Dünkü yazımızda futbolumuzun kalitesi ve dünya sıralamasındaki yeri gerilerken Katarlı şirket sayesinde yayın gelirlerinin ters orantılı olarak arttığını söylemiştik...
Yayın gelirlerinin belirlenmesi genelde kalite ve izlenebilirlikle orantılı olduğuna göre bu iş nasıl oluyor?..
Bu sorunun cevabına geçmeden önce futbol maçlarının yayın hakkını elinde bulunduran Digitürk'ün 2016 yılında Paris Saint Germain kulübünün de sahibi olan BeinSport şirketi tarafından oldukça yüksek bir fiyata satın alındığını hatırlatalım...
Digitürk'ün hisselerinin ağırlıklı bölümü Çukurova Holding'e aitti ve bu kuruluşun borçları nedeniyle şirket Tasarruf Mevduatı Fonu'na devredilmişti...
O tarihte satışın ihalesiz yapılması ve satış bedelinin açıklanmaması tartışmalara neden olmuştu.
***
Katarlı şirket, satış işleminden sonra maçların yayın haklarını yıllık 500 milyon dolar karşılığı satın aldı. Ödenecek vergiler de hesaplandığında bu miktarın 600 milyon doları bulacağı, operasyonel giderler de dahil edildiğinde miktarın 650-700 milyon dolara ulaşacağı tahmin ediliyordu...
Digitürk'ün gelirleri TL karşılığı yapılan dekoder satışlarından oluşuyordu. Yani şirket, TL cinsinden gelir elde edecek ama ödemeyi dolar cinsinden yapacaktı. Satışın yapıldığı tarihte dolar 2 lira 90 kuruş civarındaydı...
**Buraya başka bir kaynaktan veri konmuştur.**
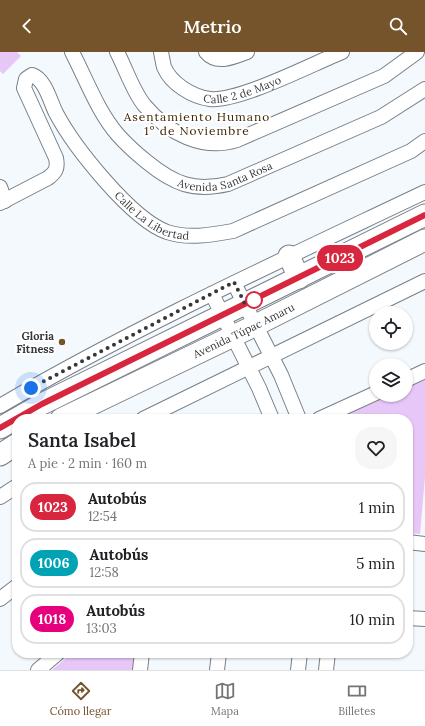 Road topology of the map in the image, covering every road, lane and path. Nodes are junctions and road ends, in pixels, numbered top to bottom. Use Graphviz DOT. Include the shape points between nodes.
graph roads {
  1 [pos="72,52"];
  2 [pos="117,52"];
  3 [pos="161,52"];
  4 [pos="206,52"];
  5 [pos="247,52"];
  6 [pos="342,52"];
  7 [pos="417,52"];
  8 [pos="425,89"];
  9 [pos="425,140"];
  10 [pos="0,187"];
  11 [pos="425,192"];
  12 [pos="2,202"];
  13 [pos="425,215"];
  14 [pos="425,240"];
  15 [pos="289,256"];
  16 [pos="299,278"];
  17 [pos="425,281"];
  18 [pos="234,282"];
  19 [pos="212,294"];
  20 [pos="245,304"];
  21 [pos="222,315"];
  22 [pos="256,325"];
  23 [pos="234,336"];
  24 [pos="271,356"];
  25 [pos="249,367"];
  26 [pos="425,371"];
  27 [pos="413,377"];
  28 [pos="369,397"];
  29 [pos="0,406"];
  30 [pos="24,414"];
  31 [pos="71,414"];
  32 [pos="153,414"];
  33 [pos="270,414"];
  34 [pos="297,414"];
  35 [pos="331,414"];
  36 [pos="12,421"];
  37 [pos="0,428"];
  38 [pos="12,447"];
  39 [pos="0,455"];
  40 [pos="12,490"];
  41 [pos="0,498"];
  42 [pos="413,543"];
  43 [pos="425,544"];
  44 [pos="12,590"];
  45 [pos="0,599"];
  46 [pos="413,618"];
  47 [pos="425,619"];
  48 [pos="52,658"];
  49 [pos="218,658"];
  50 [pos="299,658"];
  51 [pos="327,658"];
  52 [pos="38,670"];
  53 [pos="217,670"];
  54 [pos="298,670"];
  55 [pos="326,670"];
  1 -- 8 [label="street, Avenida Santa Rosa" via="104,115 131,149 178,183 203,188 228,184 368,123"];
  2 -- 7 [label="street" via="141,100 158,118 172,130 188,138 213,144 237,140 384,76"];
  3 -- 6 [label="street, Calle 2 de Mayo" via="164,67 172,78 196,96 211,99 246,92"];
  4 -- 5 [label="street" via="217,59 228,59"];
  9 -- 12 [label="street, Calle La Libertad" via="411,151 233,231 210,235 177,234 155,226 145,219 97,171 74,143 40,81 36,77 28,76 24,88 56,158 57,167 54,174"];
  10 -- 12 [label="street"];
  11 -- 15 [label="street"];
  13 -- 16 [label="highway, Avenida Túpac Amaru"];
  14 -- 22 [label="highway, Avenida Túpac Amaru"];
  15 -- 16 [label="highway"];
  15 -- 18 [label="street"];
  16 -- 20 [label="highway, Avenida Túpac Amaru"];
  17 -- 24 [label="street"];
  18 -- 19 [label="street"];
  18 -- 20 [label="street"];
  19 -- 21 [label="street"];
  19 -- 29 [label="street" via="75,364"];
  20 -- 21 [label="highway, Avenida Túpac Amaru"];
  20 -- 22 [label="street"];
  21 -- 23 [label="street"];
  21 -- 30 [label="highway, Avenida Túpac Amaru"];
  22 -- 23 [label="highway, Avenida Túpac Amaru"];
  22 -- 24 [label="street"];
  23 -- 25 [label="street"];
  23 -- 31 [label="highway, Avenida Túpac Amaru"];
  24 -- 25 [label="street"];
  24 -- 34 [label="street"];
  25 -- 32 [label="street"];
  25 -- 33 [label="street"];
  26 -- 27 [label="street"];
  28 -- 35 [label="street"];
  36 -- 37 [label="highway, Avenida Túpac Amaru"];
  38 -- 39 [label="highway"];
  40 -- 41 [label="street"];
  42 -- 43 [label="street"];
  44 -- 45 [label="street"];
  46 -- 47 [label="street"];
  48 -- 52 [label="street"];
  49 -- 53 [label="street"];
  50 -- 54 [label="street"];
  51 -- 55 [label="street"];
} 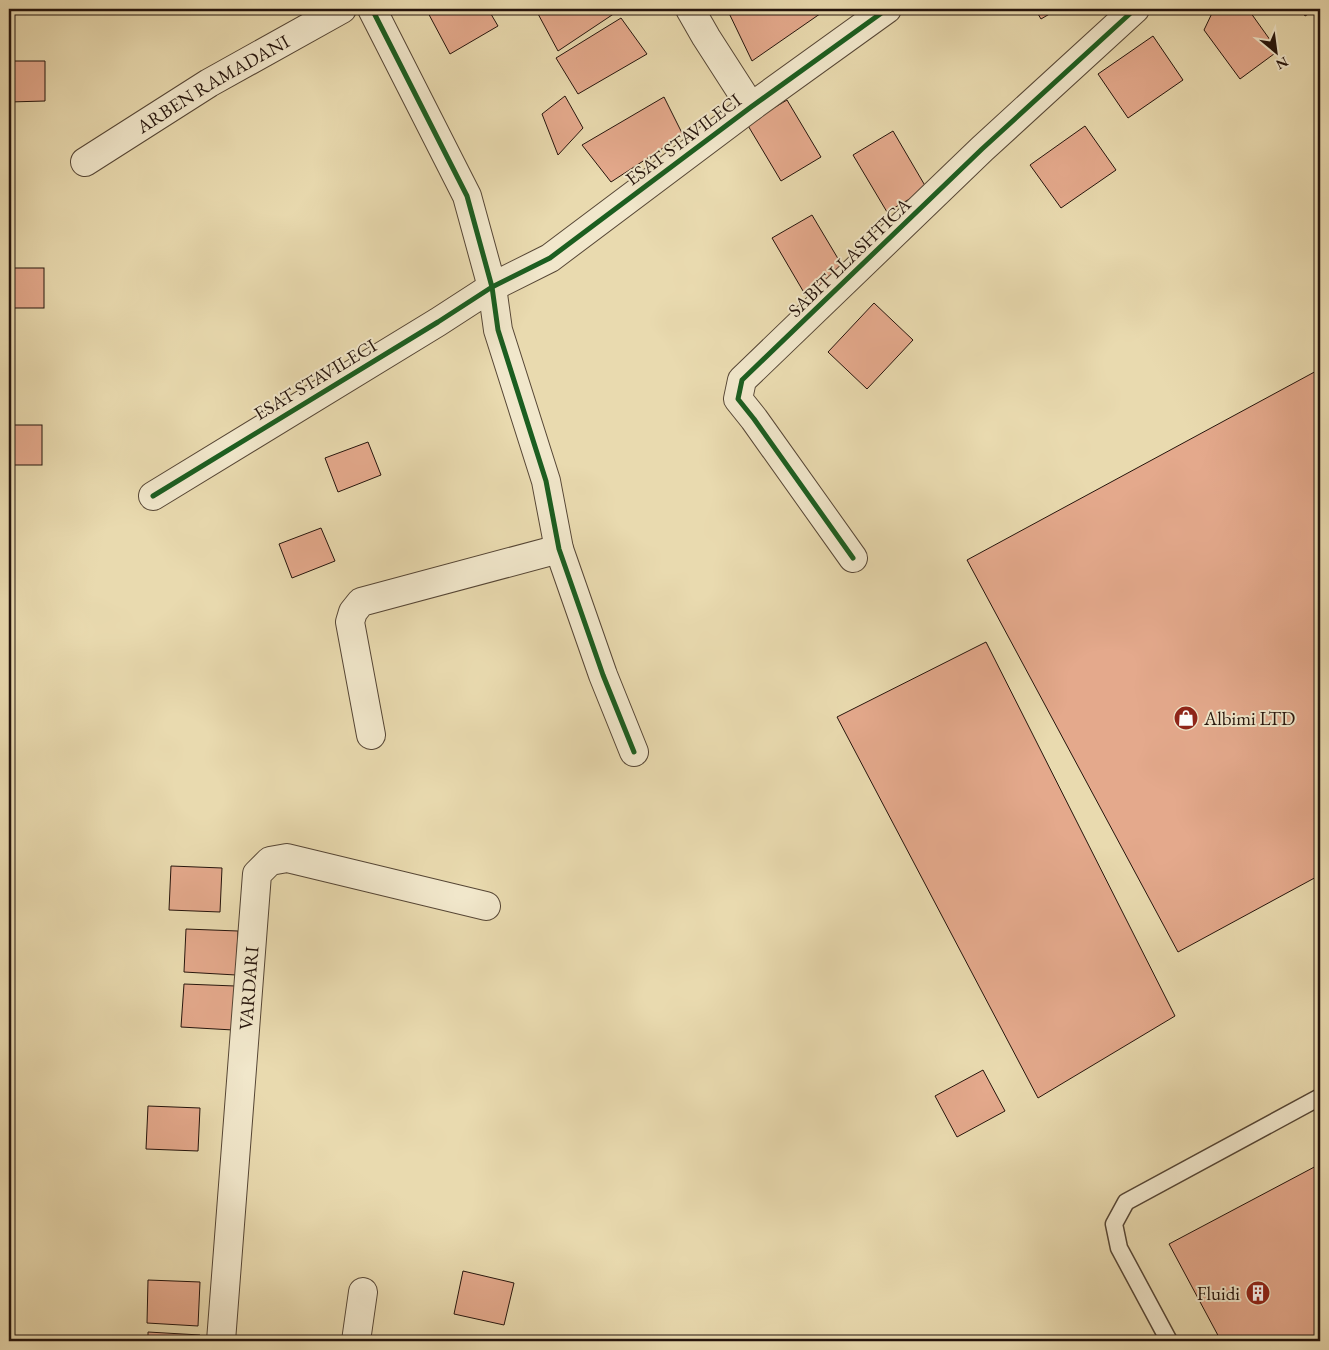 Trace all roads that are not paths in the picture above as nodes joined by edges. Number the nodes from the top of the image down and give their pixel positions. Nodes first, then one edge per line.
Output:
1 (342, 9) edge
2 (372, 9) edge
3 (690, 9) edge
4 (887, 9) edge
5 (1135, 9) edge
6 (751, 107) junction
7 (85, 162) dead end
8 (492, 287) junction
9 (153, 496) dead end
10 (559, 549) junction
11 (853, 558) dead end
12 (371, 735) dead end
13 (634, 752) dead end
14 (486, 906) dead end
15 (1320, 1097) edge
16 (363, 1292) dead end
17 (220, 1341) edge
18 (356, 1341) edge
19 (1169, 1341) edge

1 - 7 street, ARBEN RAMADANI
2 - 8 street
3 - 6 street, ESAT STAVILECI
4 - 6 street, ESAT STAVILECI
5 - 11 street, SABIT LLASHTICA
6 - 8 street, ESAT STAVILECI
8 - 9 street, ESAT STAVILECI
8 - 10 street
10 - 12 street
10 - 13 street
14 - 17 street, VARDARI
15 - 19 lane
16 - 18 street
O tarihte dekoder satışlarının ve lig TV paketlerinin satış rakamlarına bakıldığında Katarlı şirketin en fazla 450 milyon dolar hasılat elde edebileceği hesaplanmıştı.
***
Aradan geçen zaman içinde kur neredeyse iki katına çıkarken Bilgi Teknolojileri ve İletişimi Kurumu (BTK) verilerine göre Digitürk'ün abone sayısı düştü...
Dolayısıyla şirketin başlangıçta göze aldığı zarar büyüyerek altından kalkılmaz bir hal aldı... Ve sonunda pazarlık sonucu söz konusu tutarın 250 milyon doları Merkez Bankası'nın güncel kurundan ödenmesi, kalan 250 milyon dolarlık kısmın ise ilk yıl için 3.26 TL, ikinci yıl için 3.81 TL olarak belirlenmesi kabul edildi.
Bu yıl için Katarlı şirket zarar ettiğini belirterek 4,81 TL'lik bir sabit kur için ısrar etti... Kulüpler buna yanaşmadı, ancak daha sonra 500 milyonluk yıllık bedelin 410 milyon dolara indirilmesi ve kurun 5,80 olarak belirlenmesi üzerinde anlaşıldığı açıklandı.
Sonuçta öyle görünüyor ki, Katarlı şirket taahhüt ettiği bedel yaklaşık yüzde 20 oranında indirilmesine ve ödemeler sabit bir kurdan yapılacak olmasına karşın zarar etmeye devam edecek.
***
Katarlı yayın kuruluşu uğradığı ve uğrayacağı zarara rağmen Türkiye futbol ligine duyduğu ilgiyi neden sürdürüyor?..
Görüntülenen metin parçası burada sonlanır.